Finding Your Tribe was added to the Mothering boards in 2001. It wasn't very busy at first but started picking up when the moderator started making up fake tribes.

After the crash FYT was expanded to add areas so people could form local tribes more easily with less confusion. The main body of Finding Your Tribe quickly started picking up as a result.

*Forum Purpose*

Finding Your Tribe is forum for like-minded people to come together. Originally began as a place to find the people in your neighborhood, it has evolved into a place where parents who have commonalities not hosted elsewhere on the boards can come together and chat.

*General Guidelines*

Like all forums on MDC, Finding Your Tribe is subject to the User Agreement and is moderated.

FYT is a forum for support and while we don't expect every member of a tribe to agree on every issue, please do not join solely for the purpose of argument.

Swaps, free for shipping posts, trades, and for sale posts are not allowed in FYT. If money or goods are changing hands in any way, it must take place in the Trading Post. You can read more about the TP guidelines here. Likewise, you may not advertise your business or services or fundraise in this forum.

If you have an item for sale or for trade that is available for local pick-up only, please post in the Trading Post.
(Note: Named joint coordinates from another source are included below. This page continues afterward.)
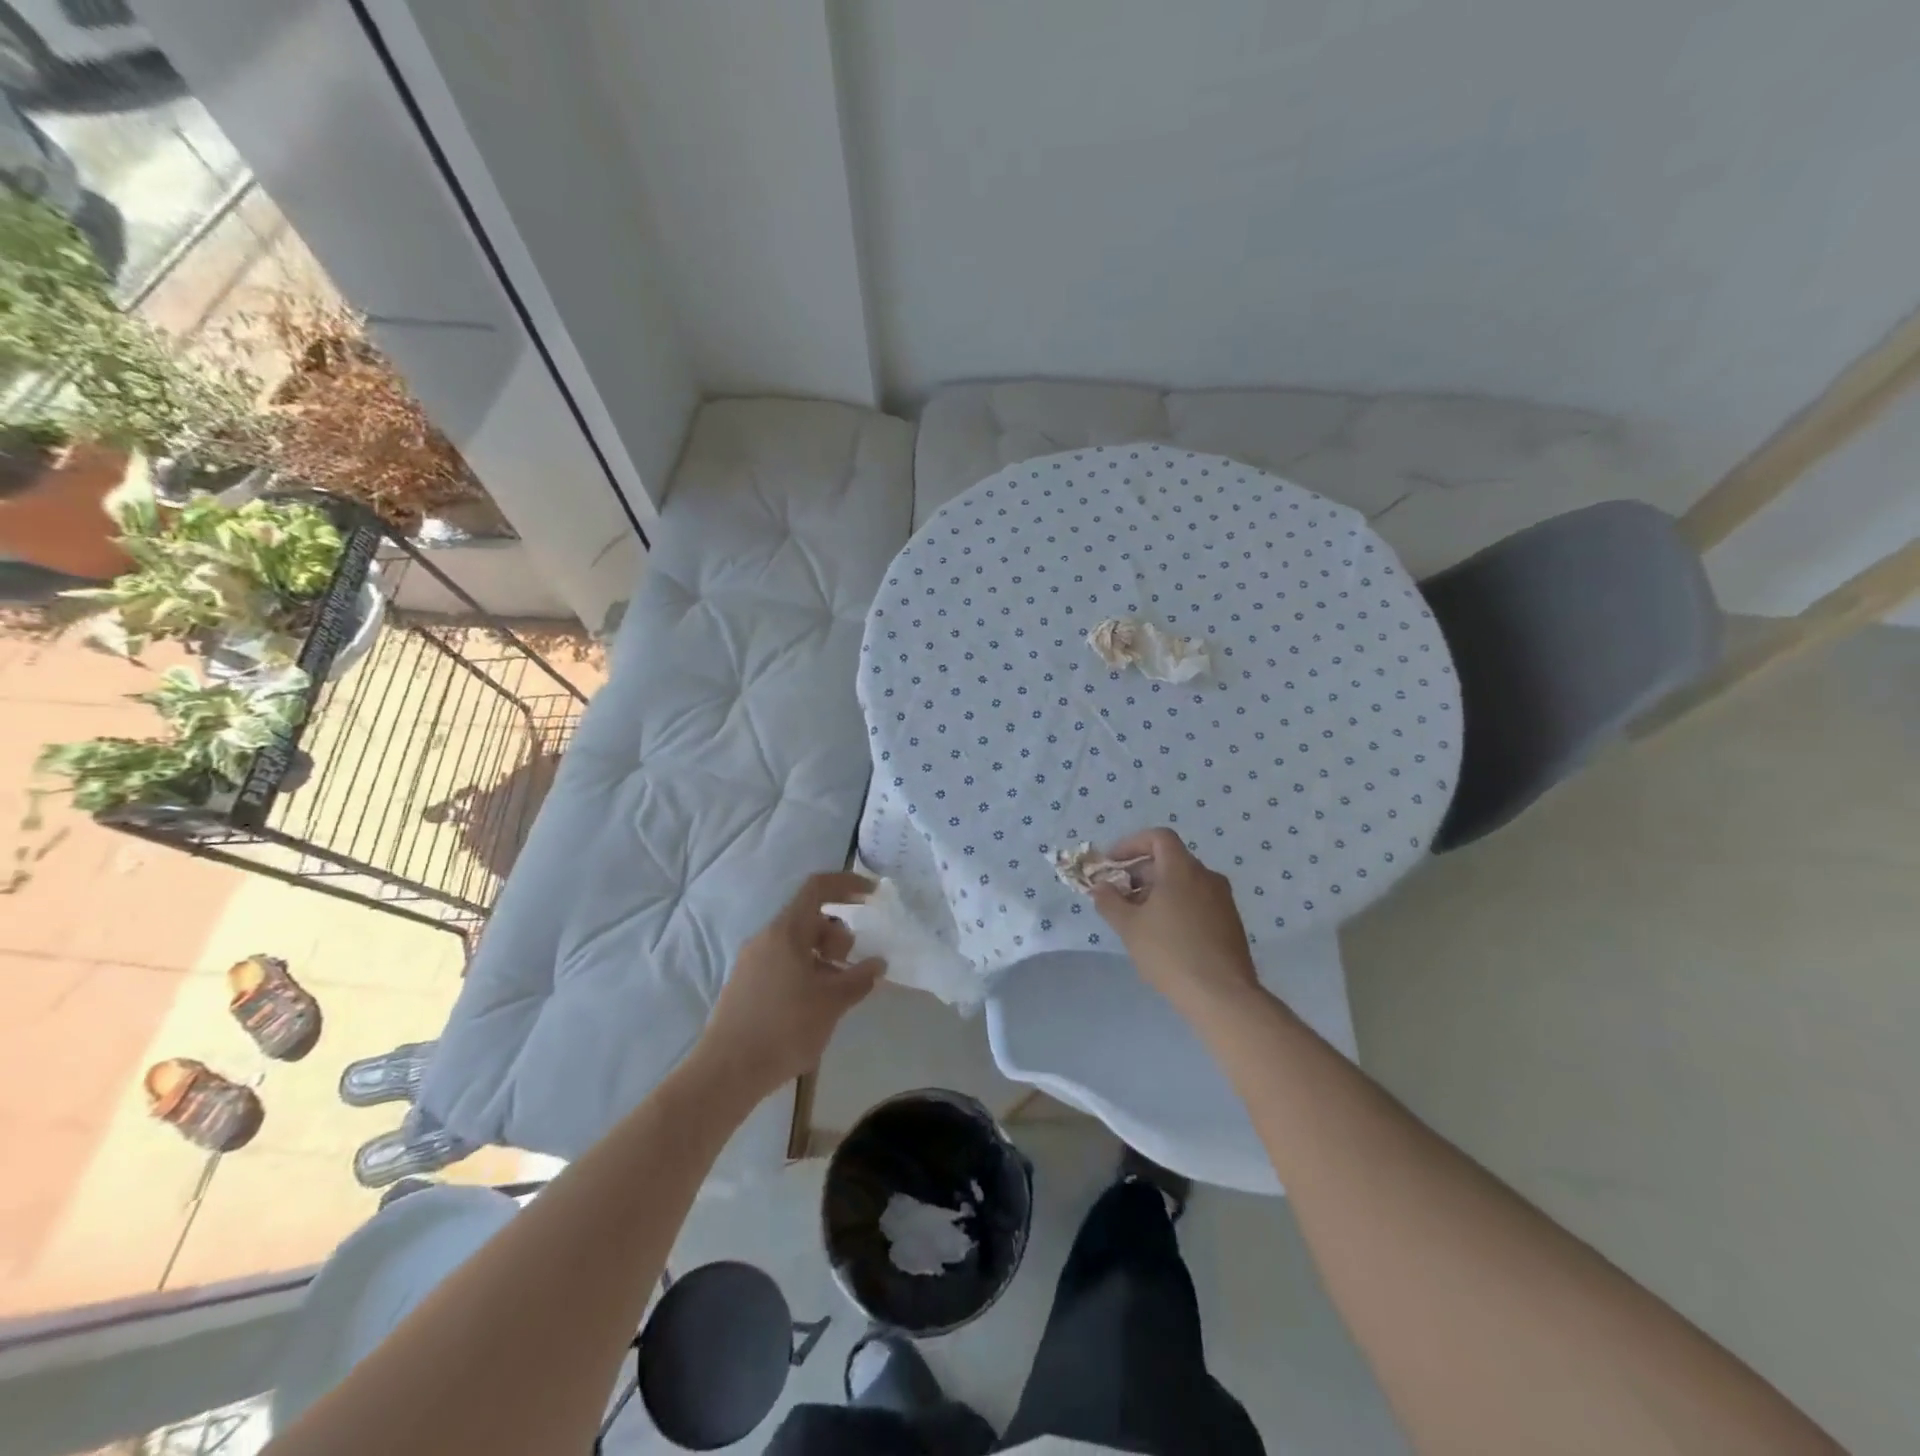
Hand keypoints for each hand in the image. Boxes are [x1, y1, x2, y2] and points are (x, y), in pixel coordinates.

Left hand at [698, 872, 884, 1095]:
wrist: (726, 1072)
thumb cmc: (784, 1028)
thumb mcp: (832, 1003)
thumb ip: (859, 978)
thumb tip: (877, 963)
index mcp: (786, 931)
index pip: (817, 888)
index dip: (847, 884)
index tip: (872, 895)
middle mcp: (765, 938)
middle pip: (809, 917)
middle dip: (838, 934)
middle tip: (851, 965)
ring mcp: (751, 961)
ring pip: (796, 944)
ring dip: (823, 957)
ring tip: (836, 991)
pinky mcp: (744, 984)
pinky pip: (782, 963)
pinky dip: (805, 971)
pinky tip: (813, 1005)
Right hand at [1091, 828, 1259, 1014]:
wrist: (1222, 996)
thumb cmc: (1170, 953)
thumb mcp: (1129, 927)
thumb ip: (1109, 901)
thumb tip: (1100, 887)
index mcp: (1182, 869)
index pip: (1158, 837)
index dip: (1131, 844)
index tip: (1112, 864)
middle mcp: (1207, 876)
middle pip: (1170, 860)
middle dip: (1140, 872)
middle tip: (1119, 896)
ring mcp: (1223, 900)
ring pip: (1184, 883)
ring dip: (1158, 891)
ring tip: (1139, 919)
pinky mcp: (1231, 922)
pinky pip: (1198, 901)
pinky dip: (1177, 906)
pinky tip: (1164, 936)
You may then link to your item in FYT.

Please do not start tribes that are based on political affiliations.

Tribes that are based on commonalities already hosted on the board belong in the appropriate forum. Additionally, FYT is not to take the place of discussions focused in other areas on the board. For example, a raw food tribe would go in Nutrition and Good Eating. Tribes that belong in other forums will be moved.

Quote:

Please review the list of MDC's forums to find the appropriate forum. If you are still uncertain as to where to place your thread, please post your questions to the Questions & Suggestions forum where an administrator will answer them.

If the course of your discussion leads you to a focused discussion already hosted elsewhere, you will be asked to take the conversation there.

Please keep in mind our User Agreement when posting about other groups you belong to:

Quote:

Do not post to invite MDC members to other communities, blogs or message boards for adversarial purposes or link to discussion about MDC at another site. Do not negatively discuss other communities or discussions elsewhere (this includes blog comments), regardless of whether or not you link to that discussion or community. This is to maintain and respect the integrity of our own and other communities.

Positive healthcare provider reviews are welcome, but we do not wish to host threads/posts that cast care providers/care centers in a negative light. We ask you to take any negative commentary to PM. Please see our HCP review guidelines for further clarification here.
*Note*
We archived old threads by date. If you have a thread in the archive that you would like to remain active, please PM a moderator or administrator with the link and we'll be happy to move it back for you.


----------